Post by thomas on Jan 4, 2023 17:05:49 GMT
Jan 4, 2023 14:22:03 GMT @sidfiddler said:
This is what vinny stated "Labour inherited a budget that was in surplus and trashed it.
By 2007 government borrowing was a serious problem, and then the global crash happened which our ex government was unprepared for"
---------------------------
Wrong
Labour came to power in May 1997, and the budget was in deficit, the budget came into surplus in 1998, and remained in surplus until 2001.
After 2001 the deficit remaind manageable, and way below the previous Conservative governments peaks in 1994 and 1995.
It was not until the Banking Crisis hit, and the recession which followed the Banking Crisis that the budget deficit shot up in order to support peoples jobs, the economy, industry and to save the banks.
The problem with the Conservative Party is that they are the party of lies
They lie about Labour and tax and spend, they lied about Brexit, they lie about breaking their own rules, they lie about 40 new hospitals which never existed, they lie about everything, and sadly some of their supporters peddle these lies too.
How Blair broke Britain
Today, Blair’s most overwhelming legacy, and the one that affects millions of ordinary people in Britain every day, is housing. In 1997, as Labour won their largest ever parliamentary majority, the average income was £15,000 a year while the average property cost £65,000. By 2007, as Blair left office, average pay had risen to £20,000 — but house prices had surged to an extraordinary £190,000. In other words, relative to wages, and under a Prime Minister who spoke relentlessly of expanding opportunity, the cost of housing had doubled.
The surge in house prices after 1997 was no accident. Buy-to-let mortgages increased 30-fold under Blair while his government built fewer council homes than Margaret Thatcher.
Those same people burdened with thousands in student debt, another New Labour bequest, are increasingly likely to give up to half their post-tax earnings to a landlord.

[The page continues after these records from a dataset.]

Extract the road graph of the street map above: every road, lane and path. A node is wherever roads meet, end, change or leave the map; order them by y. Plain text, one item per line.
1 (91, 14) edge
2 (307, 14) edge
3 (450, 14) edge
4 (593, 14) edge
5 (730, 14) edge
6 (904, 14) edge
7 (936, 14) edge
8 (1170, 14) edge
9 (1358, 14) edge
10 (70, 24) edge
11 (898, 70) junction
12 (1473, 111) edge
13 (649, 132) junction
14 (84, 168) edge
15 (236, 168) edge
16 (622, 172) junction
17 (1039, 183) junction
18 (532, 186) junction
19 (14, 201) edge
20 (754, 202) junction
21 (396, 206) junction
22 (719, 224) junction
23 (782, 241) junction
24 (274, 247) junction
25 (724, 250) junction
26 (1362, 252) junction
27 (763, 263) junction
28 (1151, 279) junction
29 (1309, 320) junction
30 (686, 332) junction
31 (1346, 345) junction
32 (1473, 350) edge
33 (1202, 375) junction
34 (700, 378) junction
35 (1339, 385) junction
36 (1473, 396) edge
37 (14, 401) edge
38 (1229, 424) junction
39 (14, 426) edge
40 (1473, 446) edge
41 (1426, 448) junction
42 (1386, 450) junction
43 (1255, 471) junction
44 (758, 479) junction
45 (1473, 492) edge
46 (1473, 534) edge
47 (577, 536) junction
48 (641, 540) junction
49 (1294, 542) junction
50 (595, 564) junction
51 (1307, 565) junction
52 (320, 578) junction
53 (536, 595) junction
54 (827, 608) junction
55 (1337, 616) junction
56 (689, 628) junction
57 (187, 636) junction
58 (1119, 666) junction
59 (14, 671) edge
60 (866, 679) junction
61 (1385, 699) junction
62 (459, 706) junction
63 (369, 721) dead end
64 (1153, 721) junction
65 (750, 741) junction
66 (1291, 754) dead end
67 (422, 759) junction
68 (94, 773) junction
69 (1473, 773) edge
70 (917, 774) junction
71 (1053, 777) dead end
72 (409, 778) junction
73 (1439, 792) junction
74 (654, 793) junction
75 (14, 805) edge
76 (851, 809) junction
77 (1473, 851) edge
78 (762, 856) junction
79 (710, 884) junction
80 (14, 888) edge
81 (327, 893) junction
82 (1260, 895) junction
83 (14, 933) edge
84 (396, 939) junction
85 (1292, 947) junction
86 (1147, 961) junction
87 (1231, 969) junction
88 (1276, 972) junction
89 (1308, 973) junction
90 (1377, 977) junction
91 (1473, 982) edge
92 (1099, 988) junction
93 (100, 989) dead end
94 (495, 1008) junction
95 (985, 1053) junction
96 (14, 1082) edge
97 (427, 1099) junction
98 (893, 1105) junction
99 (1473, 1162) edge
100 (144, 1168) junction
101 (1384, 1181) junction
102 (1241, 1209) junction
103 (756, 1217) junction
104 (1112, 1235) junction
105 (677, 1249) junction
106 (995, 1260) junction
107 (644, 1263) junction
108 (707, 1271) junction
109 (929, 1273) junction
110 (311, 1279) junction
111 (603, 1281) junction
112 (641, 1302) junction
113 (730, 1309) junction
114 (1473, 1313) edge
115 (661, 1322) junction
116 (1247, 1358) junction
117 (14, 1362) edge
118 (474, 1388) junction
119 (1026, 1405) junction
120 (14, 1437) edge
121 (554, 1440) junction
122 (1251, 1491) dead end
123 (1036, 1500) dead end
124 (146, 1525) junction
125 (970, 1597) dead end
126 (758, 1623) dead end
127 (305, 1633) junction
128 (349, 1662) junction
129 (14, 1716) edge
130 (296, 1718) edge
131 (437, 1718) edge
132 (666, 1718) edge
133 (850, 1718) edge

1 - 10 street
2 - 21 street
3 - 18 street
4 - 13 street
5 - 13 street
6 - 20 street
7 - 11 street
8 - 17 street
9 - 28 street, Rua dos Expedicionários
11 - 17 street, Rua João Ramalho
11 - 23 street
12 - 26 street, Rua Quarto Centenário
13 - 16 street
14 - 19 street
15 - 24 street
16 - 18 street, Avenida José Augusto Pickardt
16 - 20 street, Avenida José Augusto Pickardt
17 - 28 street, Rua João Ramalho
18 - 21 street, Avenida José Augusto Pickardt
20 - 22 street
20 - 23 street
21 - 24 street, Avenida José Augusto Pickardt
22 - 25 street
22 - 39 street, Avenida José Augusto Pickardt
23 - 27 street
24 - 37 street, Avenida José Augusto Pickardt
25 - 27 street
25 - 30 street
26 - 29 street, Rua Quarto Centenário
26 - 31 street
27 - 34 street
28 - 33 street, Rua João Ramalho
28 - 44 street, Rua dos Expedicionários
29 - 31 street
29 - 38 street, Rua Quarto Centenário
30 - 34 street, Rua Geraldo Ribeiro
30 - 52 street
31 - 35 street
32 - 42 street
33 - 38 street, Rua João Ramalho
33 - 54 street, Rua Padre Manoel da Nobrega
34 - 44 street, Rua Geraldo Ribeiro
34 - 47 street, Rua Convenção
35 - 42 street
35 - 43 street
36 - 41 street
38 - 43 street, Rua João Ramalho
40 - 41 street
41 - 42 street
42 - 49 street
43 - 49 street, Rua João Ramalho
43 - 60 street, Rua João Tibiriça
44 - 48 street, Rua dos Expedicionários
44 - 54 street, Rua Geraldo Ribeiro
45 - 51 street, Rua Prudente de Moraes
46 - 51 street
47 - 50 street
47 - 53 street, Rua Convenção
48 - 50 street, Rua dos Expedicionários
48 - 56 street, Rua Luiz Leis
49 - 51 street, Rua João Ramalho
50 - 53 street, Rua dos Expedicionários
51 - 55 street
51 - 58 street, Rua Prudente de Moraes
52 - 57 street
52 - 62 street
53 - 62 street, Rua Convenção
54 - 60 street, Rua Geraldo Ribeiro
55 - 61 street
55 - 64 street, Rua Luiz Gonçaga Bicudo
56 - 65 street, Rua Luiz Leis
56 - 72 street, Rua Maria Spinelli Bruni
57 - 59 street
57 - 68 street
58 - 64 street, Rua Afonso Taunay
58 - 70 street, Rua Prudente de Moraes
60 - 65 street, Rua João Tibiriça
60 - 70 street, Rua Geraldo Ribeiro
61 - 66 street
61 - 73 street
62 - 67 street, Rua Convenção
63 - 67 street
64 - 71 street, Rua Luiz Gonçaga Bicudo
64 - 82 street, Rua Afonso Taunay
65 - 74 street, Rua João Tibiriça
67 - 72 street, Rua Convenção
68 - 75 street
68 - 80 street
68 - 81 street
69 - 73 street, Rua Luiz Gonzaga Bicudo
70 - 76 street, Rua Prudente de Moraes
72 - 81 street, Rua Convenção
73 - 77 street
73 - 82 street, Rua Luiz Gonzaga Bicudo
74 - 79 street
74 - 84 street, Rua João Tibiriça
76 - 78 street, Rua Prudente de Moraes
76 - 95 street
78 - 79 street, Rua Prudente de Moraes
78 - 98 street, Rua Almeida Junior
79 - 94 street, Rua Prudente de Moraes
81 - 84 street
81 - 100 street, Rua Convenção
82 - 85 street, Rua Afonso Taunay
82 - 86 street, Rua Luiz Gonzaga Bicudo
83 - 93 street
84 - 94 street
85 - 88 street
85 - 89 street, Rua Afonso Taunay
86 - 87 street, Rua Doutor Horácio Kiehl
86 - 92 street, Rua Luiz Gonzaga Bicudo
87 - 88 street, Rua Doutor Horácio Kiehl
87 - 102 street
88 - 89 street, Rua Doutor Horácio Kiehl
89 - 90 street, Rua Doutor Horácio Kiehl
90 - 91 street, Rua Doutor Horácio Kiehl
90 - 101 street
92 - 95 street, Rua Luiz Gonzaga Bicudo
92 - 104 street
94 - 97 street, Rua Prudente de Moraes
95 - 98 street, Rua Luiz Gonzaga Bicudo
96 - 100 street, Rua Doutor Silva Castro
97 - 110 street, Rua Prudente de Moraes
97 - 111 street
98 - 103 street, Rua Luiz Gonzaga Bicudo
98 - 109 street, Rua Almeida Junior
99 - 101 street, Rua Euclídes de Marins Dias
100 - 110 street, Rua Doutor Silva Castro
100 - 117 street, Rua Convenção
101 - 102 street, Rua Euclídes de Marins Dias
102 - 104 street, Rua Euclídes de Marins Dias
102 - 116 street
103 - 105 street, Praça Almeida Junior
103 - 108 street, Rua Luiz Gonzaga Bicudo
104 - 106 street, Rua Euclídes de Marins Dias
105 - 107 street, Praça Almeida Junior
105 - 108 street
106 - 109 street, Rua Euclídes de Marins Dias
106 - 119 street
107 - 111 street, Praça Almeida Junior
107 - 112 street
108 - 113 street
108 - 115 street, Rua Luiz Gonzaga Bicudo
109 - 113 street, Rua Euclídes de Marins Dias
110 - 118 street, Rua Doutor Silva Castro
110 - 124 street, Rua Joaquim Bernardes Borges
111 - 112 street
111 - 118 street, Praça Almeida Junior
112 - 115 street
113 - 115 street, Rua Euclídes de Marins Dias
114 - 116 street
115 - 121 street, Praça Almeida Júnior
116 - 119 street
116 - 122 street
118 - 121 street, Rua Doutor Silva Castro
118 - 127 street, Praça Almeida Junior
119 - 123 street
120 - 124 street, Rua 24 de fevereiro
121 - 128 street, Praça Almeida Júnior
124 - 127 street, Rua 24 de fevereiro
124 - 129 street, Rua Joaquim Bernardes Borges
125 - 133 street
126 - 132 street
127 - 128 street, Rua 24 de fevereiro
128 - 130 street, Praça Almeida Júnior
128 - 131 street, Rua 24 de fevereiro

Alongside this abysmal record on housing, New Labour oversaw a historic collapse in British industry. Between 1997 and 2007, output from all manufacturing, value adjusted for inflation, fell by 3% — while a million workers lost their jobs. Despite the post-industrial paeans of New Labour this was not inevitable: over broadly the same period, between 2000 and 2006, manufacturing output rose in the US, Germany and France. Most striking of all, manufacturing as a share of the overall economy fell more under Blair than Thatcher and Major combined.
A mixed domestic record is leavened by a series of foreign policy disasters. Blair is synonymous with Iraq and Afghanistan, and always will be. Britain spent £37 billion in Afghanistan, and lost more than 450 military personnel. For what? Two decades later, the Taliban have returned and the country is facing widespread starvation. In Iraq, the most secular country in the Arab world at the turn of the millennium became a hothouse for sectarian militias, then ISIS. Mission accomplished.
In the long-run the New Labour project, and Blair’s stewardship of it, can only be seen as a failure.
When asked about her greatest achievement Margaret Thatcher replied: “Tony Blair and New Labour.”